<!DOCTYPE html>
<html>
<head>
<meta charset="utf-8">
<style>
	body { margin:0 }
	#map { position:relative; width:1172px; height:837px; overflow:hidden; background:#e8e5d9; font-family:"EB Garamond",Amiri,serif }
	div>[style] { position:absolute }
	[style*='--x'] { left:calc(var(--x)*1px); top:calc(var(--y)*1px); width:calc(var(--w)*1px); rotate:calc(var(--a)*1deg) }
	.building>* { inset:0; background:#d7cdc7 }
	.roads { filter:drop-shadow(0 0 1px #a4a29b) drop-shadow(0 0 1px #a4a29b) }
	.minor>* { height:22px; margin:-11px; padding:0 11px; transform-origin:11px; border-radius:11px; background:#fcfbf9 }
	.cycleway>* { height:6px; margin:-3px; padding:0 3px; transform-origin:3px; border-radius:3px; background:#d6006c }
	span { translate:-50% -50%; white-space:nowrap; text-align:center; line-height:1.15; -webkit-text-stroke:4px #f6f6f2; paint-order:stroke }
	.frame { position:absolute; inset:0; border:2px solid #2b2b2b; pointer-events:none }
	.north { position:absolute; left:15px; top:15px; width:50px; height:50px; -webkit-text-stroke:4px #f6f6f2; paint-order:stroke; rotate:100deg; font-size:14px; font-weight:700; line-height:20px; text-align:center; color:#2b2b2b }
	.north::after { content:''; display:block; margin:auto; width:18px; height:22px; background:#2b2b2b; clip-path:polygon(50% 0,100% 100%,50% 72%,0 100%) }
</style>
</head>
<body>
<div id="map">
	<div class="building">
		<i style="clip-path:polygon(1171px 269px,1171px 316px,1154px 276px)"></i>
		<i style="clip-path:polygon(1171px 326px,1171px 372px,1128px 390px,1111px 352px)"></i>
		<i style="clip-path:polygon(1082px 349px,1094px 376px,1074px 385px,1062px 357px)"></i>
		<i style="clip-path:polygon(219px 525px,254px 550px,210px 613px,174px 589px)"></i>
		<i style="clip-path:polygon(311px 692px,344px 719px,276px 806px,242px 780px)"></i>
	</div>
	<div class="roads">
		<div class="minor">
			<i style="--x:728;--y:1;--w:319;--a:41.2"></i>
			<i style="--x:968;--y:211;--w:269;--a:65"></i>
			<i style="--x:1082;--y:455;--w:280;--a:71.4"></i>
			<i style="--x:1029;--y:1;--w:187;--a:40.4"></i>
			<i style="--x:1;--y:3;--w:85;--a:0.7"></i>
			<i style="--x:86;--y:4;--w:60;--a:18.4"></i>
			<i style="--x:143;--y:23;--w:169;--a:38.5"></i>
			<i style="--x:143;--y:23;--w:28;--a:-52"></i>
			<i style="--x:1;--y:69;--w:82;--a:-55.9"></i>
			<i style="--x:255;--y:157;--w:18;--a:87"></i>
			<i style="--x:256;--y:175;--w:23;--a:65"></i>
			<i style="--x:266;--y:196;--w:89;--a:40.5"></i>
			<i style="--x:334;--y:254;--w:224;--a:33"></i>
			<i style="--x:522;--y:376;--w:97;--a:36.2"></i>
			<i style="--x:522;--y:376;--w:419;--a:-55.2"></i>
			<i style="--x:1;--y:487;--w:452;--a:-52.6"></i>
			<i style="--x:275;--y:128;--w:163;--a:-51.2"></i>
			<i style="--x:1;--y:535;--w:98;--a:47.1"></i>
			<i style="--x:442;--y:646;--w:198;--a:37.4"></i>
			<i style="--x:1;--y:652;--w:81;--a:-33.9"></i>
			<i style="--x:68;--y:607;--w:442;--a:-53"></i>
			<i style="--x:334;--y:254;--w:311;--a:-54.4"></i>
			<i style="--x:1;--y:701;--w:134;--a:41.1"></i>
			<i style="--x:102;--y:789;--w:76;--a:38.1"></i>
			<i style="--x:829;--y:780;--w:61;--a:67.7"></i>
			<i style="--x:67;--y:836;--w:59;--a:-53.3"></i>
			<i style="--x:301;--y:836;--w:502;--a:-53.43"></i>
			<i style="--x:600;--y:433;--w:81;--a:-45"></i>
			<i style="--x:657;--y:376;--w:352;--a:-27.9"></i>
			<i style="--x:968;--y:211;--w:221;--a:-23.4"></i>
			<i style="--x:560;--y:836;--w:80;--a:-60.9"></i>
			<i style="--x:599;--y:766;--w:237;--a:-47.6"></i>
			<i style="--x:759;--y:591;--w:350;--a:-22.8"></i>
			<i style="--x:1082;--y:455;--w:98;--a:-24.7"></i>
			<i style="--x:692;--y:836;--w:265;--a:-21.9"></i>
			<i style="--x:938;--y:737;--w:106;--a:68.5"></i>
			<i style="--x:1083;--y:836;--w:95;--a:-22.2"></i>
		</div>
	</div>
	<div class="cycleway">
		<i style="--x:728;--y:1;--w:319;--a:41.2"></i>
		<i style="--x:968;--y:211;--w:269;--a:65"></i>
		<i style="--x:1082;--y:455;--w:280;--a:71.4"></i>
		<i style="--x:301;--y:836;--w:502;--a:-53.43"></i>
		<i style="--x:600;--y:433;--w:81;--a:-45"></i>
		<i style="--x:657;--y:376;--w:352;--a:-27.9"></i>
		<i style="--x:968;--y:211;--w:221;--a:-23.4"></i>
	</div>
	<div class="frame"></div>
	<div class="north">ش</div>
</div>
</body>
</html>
-=-=-=-=-
● **Your instructions**: Could you please copy the lines above exactly, beginning at the first and ending at the line that contains "filter:drop-shadow(0 0 1px"?

● **Result for this task**:
<!DOCTYPE html>
<html>
<head>
<meta charset="utf-8">
<style>
	body { margin:0 }
	#map { position:relative; width:1172px; height:837px; overflow:hidden; background:#e8e5d9; font-family:"EB Garamond",Amiri,serif }
	div>[style] { position:absolute }
	[style*='--x'] { left:calc(var(--x)*1px); top:calc(var(--y)*1px); width:calc(var(--w)*1px); rotate:calc(var(--a)*1deg) }
	.building>* { inset:0; background:#d7cdc7 }
	.roads { filter:drop-shadow(0 0 1px #a4a29b) drop-shadow(0 0 1px #a4a29b) }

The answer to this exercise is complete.